10 января 1962 года заведующий отделом пропаганды и агитации и заместитель заведующего отделом науки, школ и культуры ЦК КПСС по РСФСР В. Степаков и З. Туманова подготовили докладную записку о содержании сборника «Тарусские страницы» для рассмотрения её на республиканском бюро. По своему содержанию это пересказанная другими словами статья из калужской газеты «Знамя». За излишнюю мягкость тут досталось и Евгению Осетрову. Он в своей статье не дал «прямой принципиальной оценки наиболее слабых произведений. Более того, Е. Осетров обошёл молчанием идейно порочную поэму В. Корнилова “Шофёр”, а сборник в целом оценил как “во многом привлекательную и умную книжку”». Не знаю, откуда были взяты эти цифры, пока не удалось ни подтвердить их, ни опровергнуть: «На издание сборника затрачено 40 процентов гонорара и более одной трети типографской бумаги, полученной издательством в 1961 году»6.

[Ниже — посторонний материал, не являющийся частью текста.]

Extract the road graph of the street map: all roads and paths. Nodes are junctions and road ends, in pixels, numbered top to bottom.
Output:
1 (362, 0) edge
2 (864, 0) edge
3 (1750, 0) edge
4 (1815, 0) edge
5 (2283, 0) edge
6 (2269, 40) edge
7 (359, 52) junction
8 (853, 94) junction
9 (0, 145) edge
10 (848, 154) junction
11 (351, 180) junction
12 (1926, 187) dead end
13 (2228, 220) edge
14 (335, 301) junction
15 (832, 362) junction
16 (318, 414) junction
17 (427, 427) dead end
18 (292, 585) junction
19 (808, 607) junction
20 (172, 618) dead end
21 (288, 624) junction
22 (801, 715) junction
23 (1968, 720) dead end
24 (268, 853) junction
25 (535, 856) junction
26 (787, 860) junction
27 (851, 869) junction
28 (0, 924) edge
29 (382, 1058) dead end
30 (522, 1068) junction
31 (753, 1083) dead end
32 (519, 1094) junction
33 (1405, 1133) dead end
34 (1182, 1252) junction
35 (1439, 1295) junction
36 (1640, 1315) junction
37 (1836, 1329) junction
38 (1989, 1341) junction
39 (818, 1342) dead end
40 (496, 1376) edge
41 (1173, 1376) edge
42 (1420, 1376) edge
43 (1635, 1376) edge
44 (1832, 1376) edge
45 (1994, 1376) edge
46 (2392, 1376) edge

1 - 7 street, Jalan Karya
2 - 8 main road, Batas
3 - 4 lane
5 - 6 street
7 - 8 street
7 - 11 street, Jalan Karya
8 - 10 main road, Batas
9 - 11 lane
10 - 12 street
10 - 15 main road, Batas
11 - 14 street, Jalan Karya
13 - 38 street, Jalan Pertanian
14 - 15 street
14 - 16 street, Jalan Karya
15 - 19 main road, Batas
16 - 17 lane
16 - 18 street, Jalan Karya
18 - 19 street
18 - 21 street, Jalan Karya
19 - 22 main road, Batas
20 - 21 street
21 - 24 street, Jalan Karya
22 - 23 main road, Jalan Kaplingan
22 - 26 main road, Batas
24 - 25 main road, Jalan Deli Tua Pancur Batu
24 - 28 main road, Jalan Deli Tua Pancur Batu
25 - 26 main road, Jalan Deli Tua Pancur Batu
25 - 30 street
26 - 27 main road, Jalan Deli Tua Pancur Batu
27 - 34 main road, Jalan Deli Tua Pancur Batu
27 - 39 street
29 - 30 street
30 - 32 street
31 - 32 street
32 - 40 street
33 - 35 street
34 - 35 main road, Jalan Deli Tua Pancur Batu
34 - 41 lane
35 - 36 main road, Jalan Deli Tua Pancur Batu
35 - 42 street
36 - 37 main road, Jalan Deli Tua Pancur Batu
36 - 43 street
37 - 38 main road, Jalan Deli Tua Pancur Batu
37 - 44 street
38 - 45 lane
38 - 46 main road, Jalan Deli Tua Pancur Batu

Вывод – Калужскому обкому КПСС и министерству культуры РСФСР необходимо рассмотреть работу издательства и принять меры к её улучшению. Правлению Союза писателей РСФСР неплохо бы обсудить сборник.

Минул месяц. 13 февраля на другом бюро Калужского обкома было утверждено более жёсткое решение. На сей раз речь идёт только о «Тарусских страницах».

 

«Обсудив дополнительно обстоятельства, связанные с выпуском литературного сборника “Тарусские страницы”, бюро обкома КПСС постановляет:

1. Во изменение первого пункта постановления бюро обкома КПСС от 9 января 1962 года “О работе областного книжного издательства” – за потерю политической бдительности и партийной принципиальности, помещение в литературном сборнике “Тарусские страницы” идейно вредных произведений главного редактора областного книжного издательства т. Левита Р.Я. с работы снять и объявить ему выговор с занесением в учётную карточку; директору книжного издательства т. Сладкову А.Ф. объявить строгий выговор с занесением в учётную карточку.

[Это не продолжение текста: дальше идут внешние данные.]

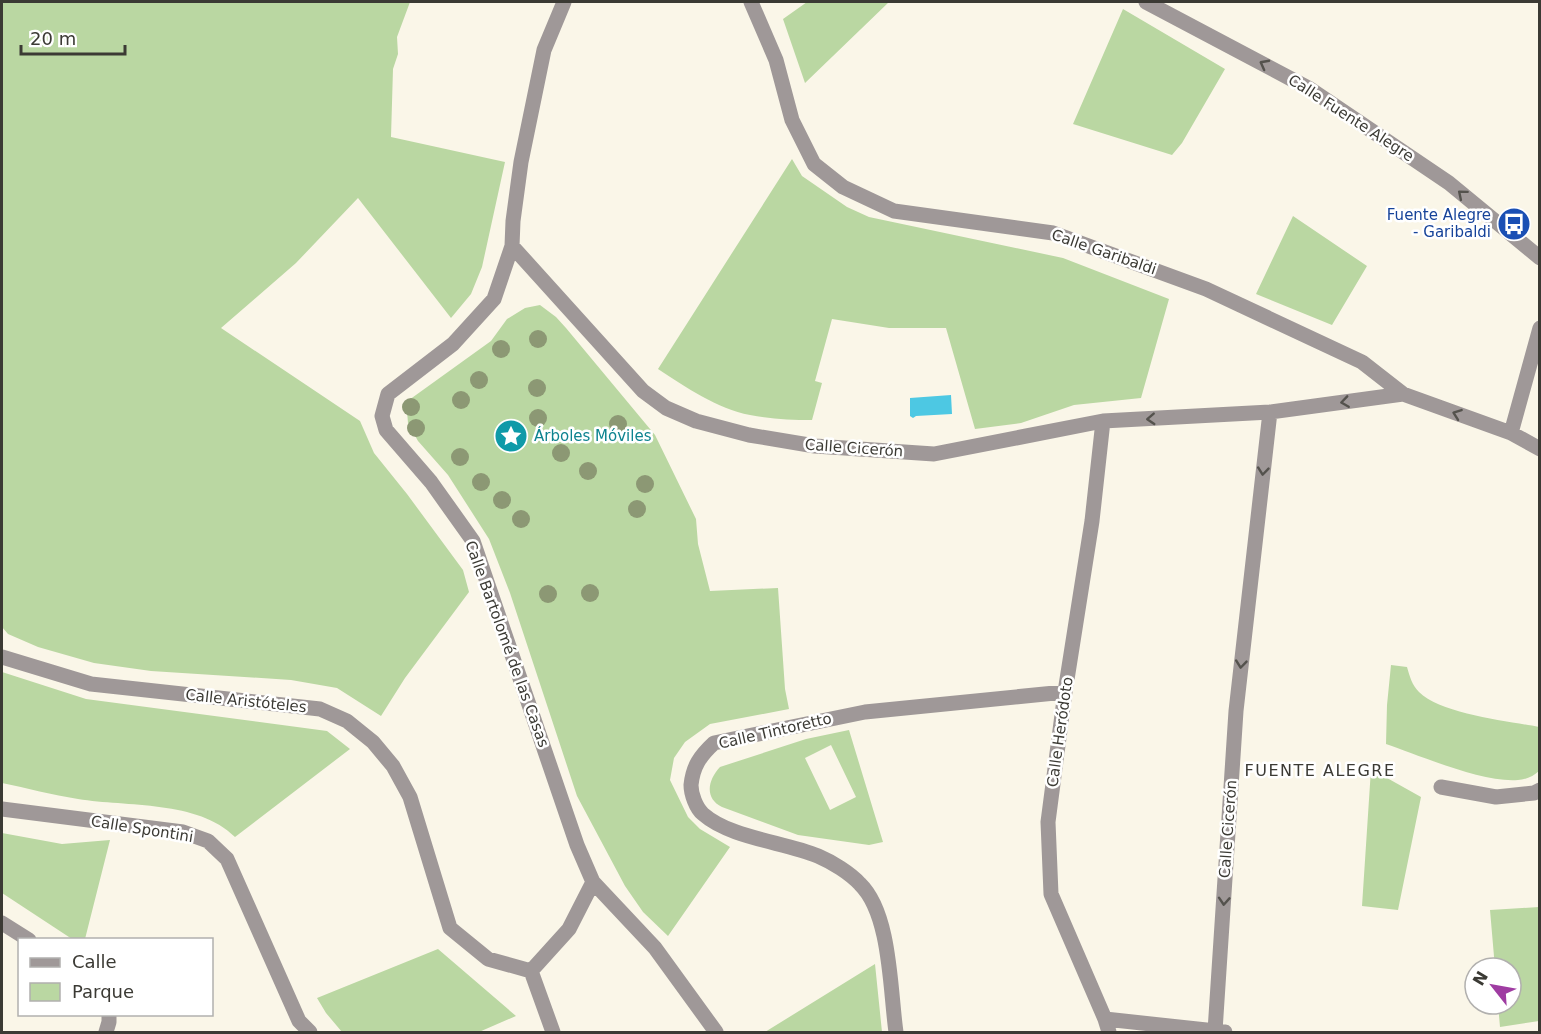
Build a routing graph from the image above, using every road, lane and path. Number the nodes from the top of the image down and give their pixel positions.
1 (564, 2) edge
2 (751, 2) edge
3 (1146, 2) edge
4 (512, 246) junction
5 (1539, 258) edge
6 (1539, 328) edge
7 (1403, 394) junction
8 (1270, 412) junction
9 (1103, 421) junction
10 (1511, 433) junction
11 (1539, 449) edge
12 (2, 657) edge
13 (1065, 692) junction
14 (1441, 787) dead end
15 (1539, 790) edge
16 (2, 809) edge
17 (593, 882) junction
18 (2, 923) edge
19 (26, 938) edge
20 (531, 971) junction
21 (109, 1016) edge
22 (1107, 1026) edge
23 (299, 1027) edge
24 (106, 1032) edge
25 (310, 1032) edge
26 (553, 1032) edge
27 (716, 1032) edge
28 (896, 1032) edge
29 (1220, 1032) edge

1 - 4 street, Calle Bartolomé de las Casas
2 - 7 street, Calle Garibaldi
5 -> 3 street, Calle Fuente Alegre
4 - 9 street, Calle Cicerón
4 - 17 street, Calle Bartolomé de las Casas
6 - 10 street
7 -> 8 street, Calle Cicerón
10 -> 7 street, Calle Garibaldi
8 -> 9 street, Calle Cicerón
8 -> 29 street, Calle Cicerón
9 - 13 street, Calle Heródoto
10 - 11 street, Calle Garibaldi
12 - 20 street, Calle Aristóteles
13 - 22 street, Calle Heródoto
13 - 28 street, Calle Tintoretto
14 - 15 street
16 - 23 street, Calle Spontini
17 - 20 street
17 - 27 street, Calle Bartolomé de las Casas
18 - 19 street
20 - 26 street
21 - 24 street
22 - 29 street, Calle Cicerón
23 - 25 street, Calle Spontini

Обратить внимание заведующего отделом пропаганды и агитации обкома КПСС т. Ананьева на отсутствие должного контроля со стороны отдела за работой книжного издательства.

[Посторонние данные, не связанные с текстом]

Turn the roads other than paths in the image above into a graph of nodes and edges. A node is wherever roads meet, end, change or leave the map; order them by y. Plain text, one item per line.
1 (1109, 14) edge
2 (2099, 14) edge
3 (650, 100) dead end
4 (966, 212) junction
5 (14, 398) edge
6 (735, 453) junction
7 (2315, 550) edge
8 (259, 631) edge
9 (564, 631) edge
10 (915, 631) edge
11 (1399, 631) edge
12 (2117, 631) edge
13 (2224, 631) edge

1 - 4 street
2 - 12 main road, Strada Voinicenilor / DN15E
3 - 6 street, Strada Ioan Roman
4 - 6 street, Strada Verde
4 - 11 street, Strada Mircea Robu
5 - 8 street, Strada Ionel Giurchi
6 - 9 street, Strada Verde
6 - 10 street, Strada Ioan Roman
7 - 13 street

2. Принять к сведению заявление секретаря обкома КПСС т. Сургакова А.К., что данное им разрешение на выпуск подготовленного издательством литературного сборника “Тарусские страницы” было серьёзной ошибкой. Учитывая, что т. Сургаков сделал для себя правильные выводы из допущенной ошибки, считать возможным ограничиться строгим ему указанием.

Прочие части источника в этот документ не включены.